Neigbors don’t support Hayes Ave. zone change
| By Angelique Fiske
Hayes Avenue neighbors expressed concern about a trucking business in the residential area. Reminder Publications photo by Angelique Fiske
WEST SPRINGFIELD – Residents of Hayes Avenue and surrounding streets came out to voice their concern at the Jan. 20 Town Council meeting about the proposed rezoning of their neighborhood.
The petitioner, Normandeau Realty, proposed an amendment that would change the zoning of 34 Hayes Avenue from mixed Residence B to Business A and 48 Hayes Avenue from Residence B to Business A. The zoning change would allow the expansion of Normandeau Trucking, according to the petitioner’s attorney Frank DiSanti.
“Majority of property is commercially zoned but part is residential, so it’s a mixed zoning issue,” DiSanti said. “My client understands that should the council approve the zone change from a residential to a commercial he still will not be able to use that property to park his trucks.”
The residents of the neighborhood have expressed the problems they have faced living in the vicinity as Normandeau Trucking time and time again, but this time they and their attorney, Frank Flannery, questioned the legality of the proposed amendment.
Flannery said that it is hard to determine what zone the petitioner’s business would fit into, suggesting that the closest classification of the business would consider it a trucking terminal. Trucking terminals are not permitted in Business A zoning ordinances, Flannery said.
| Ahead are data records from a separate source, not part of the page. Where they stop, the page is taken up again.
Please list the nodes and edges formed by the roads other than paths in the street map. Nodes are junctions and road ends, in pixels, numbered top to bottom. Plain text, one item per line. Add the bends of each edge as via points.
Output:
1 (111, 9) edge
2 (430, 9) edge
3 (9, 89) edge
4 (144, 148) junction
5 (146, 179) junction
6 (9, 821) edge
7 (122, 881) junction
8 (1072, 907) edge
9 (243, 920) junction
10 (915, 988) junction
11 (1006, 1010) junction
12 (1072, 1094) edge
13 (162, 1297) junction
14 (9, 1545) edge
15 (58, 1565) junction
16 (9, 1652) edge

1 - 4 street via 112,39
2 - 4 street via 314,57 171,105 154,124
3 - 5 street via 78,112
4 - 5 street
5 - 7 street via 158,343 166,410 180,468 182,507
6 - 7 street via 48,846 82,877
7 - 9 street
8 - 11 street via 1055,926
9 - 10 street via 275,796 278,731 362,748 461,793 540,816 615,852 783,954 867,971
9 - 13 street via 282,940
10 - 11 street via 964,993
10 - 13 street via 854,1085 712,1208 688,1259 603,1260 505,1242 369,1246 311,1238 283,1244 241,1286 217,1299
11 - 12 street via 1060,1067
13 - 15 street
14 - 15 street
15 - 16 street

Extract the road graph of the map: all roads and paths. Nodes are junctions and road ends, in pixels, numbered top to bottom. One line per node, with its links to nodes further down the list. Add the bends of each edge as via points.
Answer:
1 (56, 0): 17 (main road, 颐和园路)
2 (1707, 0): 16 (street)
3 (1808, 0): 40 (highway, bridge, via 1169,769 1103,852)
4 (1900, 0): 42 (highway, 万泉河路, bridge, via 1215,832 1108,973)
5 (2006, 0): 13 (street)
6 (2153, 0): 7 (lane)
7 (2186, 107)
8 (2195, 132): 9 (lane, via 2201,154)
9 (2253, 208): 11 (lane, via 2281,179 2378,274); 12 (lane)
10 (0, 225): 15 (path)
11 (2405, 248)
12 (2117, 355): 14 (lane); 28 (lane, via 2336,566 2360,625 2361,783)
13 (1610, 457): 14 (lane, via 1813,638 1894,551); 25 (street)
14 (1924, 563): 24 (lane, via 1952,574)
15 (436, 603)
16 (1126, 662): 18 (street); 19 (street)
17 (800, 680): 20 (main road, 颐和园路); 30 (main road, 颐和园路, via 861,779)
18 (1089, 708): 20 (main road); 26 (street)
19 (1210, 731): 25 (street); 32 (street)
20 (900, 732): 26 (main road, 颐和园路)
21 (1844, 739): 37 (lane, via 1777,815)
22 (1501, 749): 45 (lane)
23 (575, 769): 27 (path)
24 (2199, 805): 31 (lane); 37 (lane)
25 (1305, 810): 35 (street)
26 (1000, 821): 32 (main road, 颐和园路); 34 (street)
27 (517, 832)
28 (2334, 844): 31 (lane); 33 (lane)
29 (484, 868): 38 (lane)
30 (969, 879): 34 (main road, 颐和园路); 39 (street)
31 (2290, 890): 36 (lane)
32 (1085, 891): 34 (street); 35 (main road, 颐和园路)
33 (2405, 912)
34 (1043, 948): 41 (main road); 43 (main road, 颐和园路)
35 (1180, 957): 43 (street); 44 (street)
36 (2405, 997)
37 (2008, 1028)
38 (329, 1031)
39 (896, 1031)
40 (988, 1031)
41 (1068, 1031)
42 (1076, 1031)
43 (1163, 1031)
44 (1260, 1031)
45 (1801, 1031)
“I say closest because if you look at it, it doesn’t quite fit trucking terminal because a trucking terminal involves not just trucks but unloading and loading freight, and as the petitioner has represented his business is more about leasing trucks but it is still the closest in definition you find to the petitioner’s business,” Flannery said.
The 14 18-wheelers that are owned by Normandeau Trucking have caused consistent disturbances for residents for decades, they said at the meeting.
Hayes Avenue resident Richard Methe raised concerns of decreasing property value, noise pollution, air pollution and the changing character of the neighborhood.
“I know that not one of you on this council would want this on your street. Please don’t allow it on ours,” Methe said.
Residents echoed this, saying they have been forced to keep their windows shut during the summer months to stifle the noise from the trucks at early hours and that their houses have been physically shaken from the impact, resulting in cracked ceilings, according to resident William Pasternak.
Flannery said that sound barriers were suggested if the ordinance should pass, but there are limits to such actions.
“I’m not sure that’s feasible. I don’t know what kind of wall you would need to block that kind of sound, and my understanding is that the building code would prohibit a fence that’s taller than 10 feet,” Flannery said. “These trucks would exceed that.”
Resident Joan Methe said that residents were not attacking the Normandeau Trucking business but merely protecting their neighborhood.
“The residents are really looking just to protect their economic investment and their home values in this area,” she said. “We heard from the planning board committee that they want to keep everybody happy. Sometimes that’s not possible.”
Though no vote was taken on the ordinance, Council President John Sweeney encouraged residents to attend the next ordinance committee meeting on Feb. 2 at 6 p.m.
“As much as we work here, the real work is done at the committee level,” Sweeney said.